I like the analogy of construction. As the son of a construction engineer, I’m only too familiar with the problems that may arise between architects, engineers, and clients. Methodologies and processes come in place to prevent these in a Software Engineering environment.

Fig 1: Brutalist Architecture: simplistic, bare, and short-living.

Let’s elaborate on the concept behind Brutalist Software Development: the set of software engineering practices that are responsible for creating complex-looking, short-lived, bare technologies. It’s suitable for alluring stakeholders, and deluding engineers.

Not to be confused with the eXtreme Go Horse (XGH) Process.

Purchase An Outsourcing Legacy Team

Find a team that is affordable to you, preferably one with a lot of experience on old technologies/platforms. It is crucial that you find the team before choosing what you’ll build, productivity is not our goal. When the time comes for you to figure out what to build, make them use those old technologies. Don’t worry if the solutions they build are not suitable or applicable to the task at hand. Success is not the point here.

Select Hype Technologies

Pick a couple of hype technologies from Gartner’s Peak Of Inflated Technologies, and figure out which make more sense to your business. Create a business plan that has no foundation on technical feasibility. Communicate it to your recently built team.

Fig 2: The zone is the part of the curve where hype is growing or high.

Nobody in the team has experience with the technologies? - No problem, just don’t tell your investors. The team says these technologies are not fit to solve the problem you want to solve? Tell your engineers to use them anyway, and move on. Who even gave them a choice, right?

Glorify The “Tech Lead”

Technical leadership doesn't exist in any other methodology. Those focus on delivering accurately and quickly, and our goal is the opposite. It’s important to make the distinction between a Lead Programmer, and a Technical Lead. Make sure you’re not hiring a Lead Programmer. 

In brutalist engineering they will have a key role. Select someone that has no experience with the underlying technologies, they need to be making the wrong decisions, to keep the project going. Someone without any leadership skills, so the team members quit often and more time will be added. If they have no idea how to extract requirements, it’s a plus  -  the more meetings, the merrier.

Fig 3: Information flow in a brutalist team.

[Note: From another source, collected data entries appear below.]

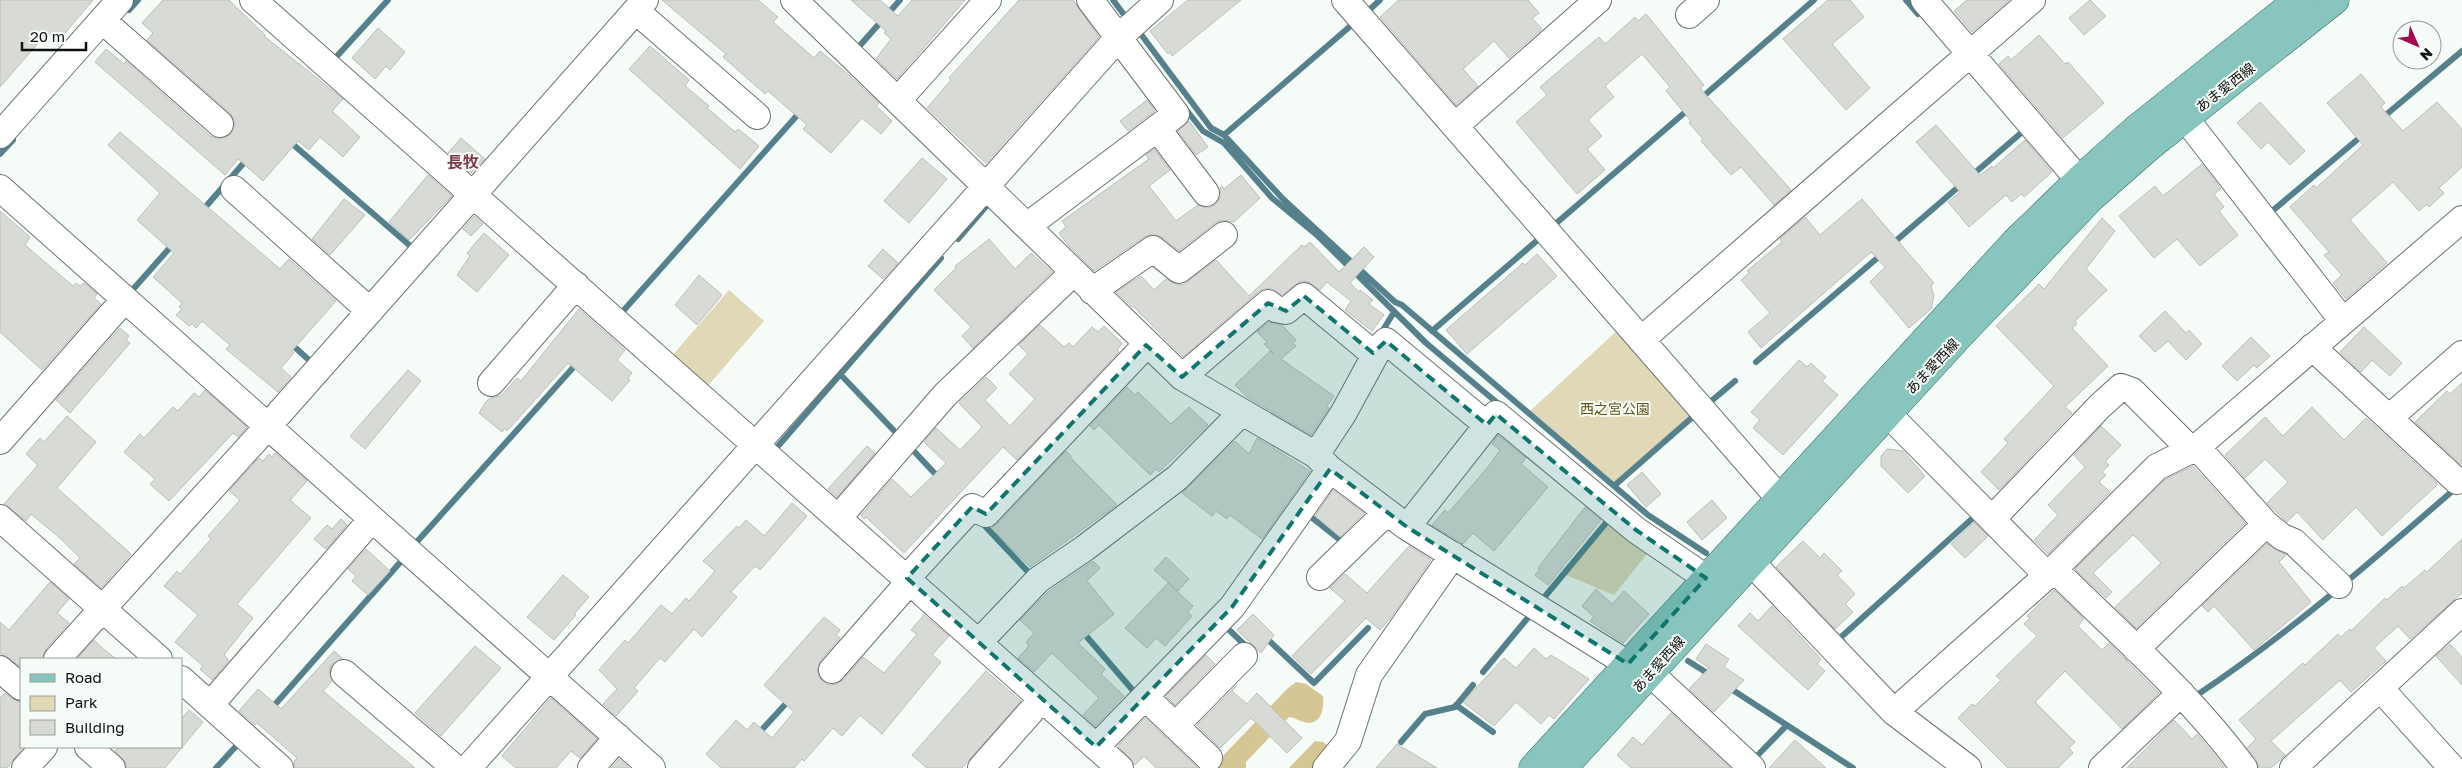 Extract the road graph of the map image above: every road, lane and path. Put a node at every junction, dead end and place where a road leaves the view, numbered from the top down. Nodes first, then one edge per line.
1 (120, 0) edge
2 (253, 0) edge
3 (988, 0) edge
4 (1090, 0) edge
5 (1160, 0) edge
6 (1345, 0) edge
7 (1598, 0) edge
8 (1924, 0) edge
9 (2032, 0) edge
10 (2298, 0) edge
11 (2335, 0) edge
12 (805, 4) edge
13 (641, 5) edge
14 (102, 20) junction
15 (1125, 32) junction
16 (1971, 53) junction
17 (898, 100) junction
18 (757, 116) dead end
19 (2185, 118) junction
20 (220, 124) dead end
21 (1455, 126) junction
22 (1157, 128) junction
23 (0, 135) edge
24 (2078, 180) junction
25 (987, 186) junction
26 (0, 188) edge
27 (234, 189) dead end
28 (1206, 193) dead end
29 (474, 195) junction
30 (2462, 219) edge
31 (1027, 226) junction
32 (1224, 235) dead end
33 (1074, 273) junction
34 (576, 285) junction
35 (1092, 292) junction
36 (125, 299) junction
37 (370, 311) junction
38 (2343, 321) junction
39 (1641, 340) junction
40 (1146, 345) junction
41 (2312, 347) junction
42 (2462, 354) edge
43 (1375, 355) junction
44 (1182, 377) junction
45 (491, 382) dead end
46 (1242, 412) junction
47 (1888, 414) junction
48 (2389, 418) junction
49 (1487, 425) junction
50 (268, 426) junction
51 (0, 441) edge
52 (756, 444) junction
53 (2194, 448) junction
54 (1323, 462) junction
55 (2457, 481) dead end
56 (1779, 498) junction
57 (0, 518) edge
58 (839, 518) junction
59 (372, 519) junction
60 (1992, 519) junction
61 (1397, 520) junction
62 (2266, 524) junction
63 (1453, 555) junction
64 (1751, 562) junction
65 (2049, 574) junction
66 (1320, 577) dead end
67 (1706, 578) junction
68 (908, 580) junction
69 (2339, 585) dead end
70 (103, 609) junction
71 (2462, 612) edge
72 (978, 642) junction
73 (2136, 649) junction
74 (1244, 656) dead end
75 (58, 658) edge
76 (158, 658) edge
77 (0, 668) edge
78 (1639, 669) junction
79 (832, 670) dead end
80 (344, 673) dead end
81 (549, 677) junction
82 (182, 681) edge
83 (20, 687) edge
84 (2380, 688) junction
85 (2181, 693) junction
86 (1145, 697) junction
87 (1042, 698) junction
88 (210, 706) junction
89 (1894, 712) junction
90 (1175, 726) junction
91 (618, 737) junction
92 (1096, 747) junction
93 (43, 748) edge
94 (89, 748) edge
95 (1209, 758) dead end
96 (25, 768) edge
97 (112, 768) edge
98 (280, 768) edge
99 (455, 768) edge
100 (468, 768) edge
101 (591, 768) edge
102 (652, 768) edge
103 (981, 768) edge
104 (1120, 768) edge
105 (1326, 768) edge
106 (1533, 768) edge
107 (1563, 768) edge
108 (1752, 768) edge
109 (1968, 768) edge
110 (2102, 768) edge
111 (2244, 768) edge
112 (2293, 768) edge
113 (2452, 768) edge

1 - 14 street
2 - 29 street
3 - 17 street
4 - 15 street
5 - 15 street
6 - 21 street
7 - 21 street
8 - 16 street
9 - 16 street
10 - 24 main road, あま愛西線
11 - 19 main road, あま愛西線
12 - 17 street
13 - 18 street
13 - 29 street
14 - 20 street
14 - 23 street
15 - 22 street
15 - 25 street
16 - 24 street
16 - 39 street
17 - 25 street
19 - 38 street
19 - 47 main road, あま愛西線
21 - 39 street
22 - 28 street
22 - 31 street
24 - 56 main road, あま愛西線
25 - 31 street
25 - 52 street
26 - 36 street
27 - 37 street
29 - 34 street
29 - 37 street
30 - 38 street
31 - 33 street
32 - 35 street
33 - 35 street
33 - 58 street
34 - 45 street
34 - 52 street
35 - 40 street
36 - 50 street
36 - 51 street
37 - 50 street
38 - 41 street
39 - 56 street
40 - 44 street
40 - 68 street
41 - 48 street
41 - 53 street
42 - 48 street
43 - 44 street
43 - 49 street
43 - 54 street
44 - 46 street
46 - 54 street
46 - 72 street
47 - 60 street
47 - 64 main road, あま愛西線
48 - 55 street
49 - 61 street
49 - 67 street
50 - 59 street
50 - 70 street
52 - 58 street
52 - 81 street
53 - 60 street
53 - 62 street
53 - 65 street
54 - 61 street
54 - 86 street
56 - 67 main road, あま愛西線
57 - 70 street
58 - 68 street
59 - 81 street
59 - 88 street
60 - 65 street
61 - 63 street
61 - 66 street
62 - 69 street
62 - 73 street
63 - 78 street
63 - 105 street
64 - 78 main road, あま愛西線
64 - 89 street
65 - 73 street
65 - 89 street
67 - 78 main road, あま愛西線
68 - 72 street
68 - 79 street
70 - 75 street
70 - 76 street
71 - 84 street
72 - 87 street
73 - 85 street
74 - 90 street
77 - 83 street
78 - 106 main road, あま愛西線
78 - 107 main road, あま愛西線
78 - 108 street
80 - 99 street
81 - 91 street
81 - 100 street
82 - 88 street
84 - 112 street
84 - 113 street
85 - 110 street
85 - 111 street
86 - 90 street
86 - 92 street
87 - 92 street
87 - 103 street
88 - 98 street
89 - 109 street
90 - 95 street
91 - 101 street
91 - 102 street
92 - 104 street
93 - 96 street
94 - 97 street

Their responsibilities include:

  • Careful time tracking. There can’t be any space for doubts in regards to how busy the team is working on features that will never be used. Ensure the team reports every minute accurately, and at least on 3 different platforms.
  • Report fake project news to stake holders. Did the team fail to deliver a feature? Say they succeeded. Is the feature untested? Say that it works perfectly. Be the sole communication point between engineers and salesmen. Nobody must make an attempt to understand the requirements, it may lead to features that were desired.
  • Micromanage the team constantly. Some methodologies (like Scrum) suggest teams should be self-organized. This could create dangerous productivity. Always force the team to remake everything they build. Unnecessary rework is the heart of brutalist software engineering. Reject improvements to the code/app/service. There is no space in this environment for proactivity or productivity. Change the requirements of every story, after they’re done. Be the sole reviewer of pull requests.

Enforce bad programming practices.

Garbage In, Obsolescence Out

Work in brutalism needs to be planned, but not carefully. There needs to be a constant delivery of defective features. Create a backlog of the most useless features you can think of, but make sure they sound very fancy and savvy.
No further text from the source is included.